### What is being asked
Where the records hold the string "middle", show the whole line it sits on.

### Data records
============

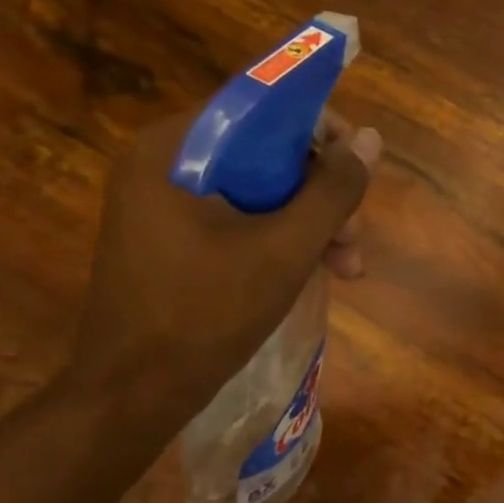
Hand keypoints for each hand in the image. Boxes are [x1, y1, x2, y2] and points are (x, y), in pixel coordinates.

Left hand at [66, 108, 380, 426]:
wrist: (132, 395)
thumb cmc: (206, 313)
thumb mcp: (286, 249)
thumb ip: (334, 189)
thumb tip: (371, 140)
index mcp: (173, 149)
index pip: (260, 106)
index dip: (321, 131)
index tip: (358, 168)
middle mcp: (163, 163)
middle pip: (265, 152)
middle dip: (321, 193)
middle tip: (354, 238)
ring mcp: (164, 202)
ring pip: (259, 190)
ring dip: (310, 222)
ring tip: (348, 268)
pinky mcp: (171, 236)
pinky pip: (240, 217)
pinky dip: (281, 239)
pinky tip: (317, 271)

============

### Your solution
middle mcp: (163, 163)
middle pip: (265, 152)
middle dip: (321, 193)
middle tip: (354, 238)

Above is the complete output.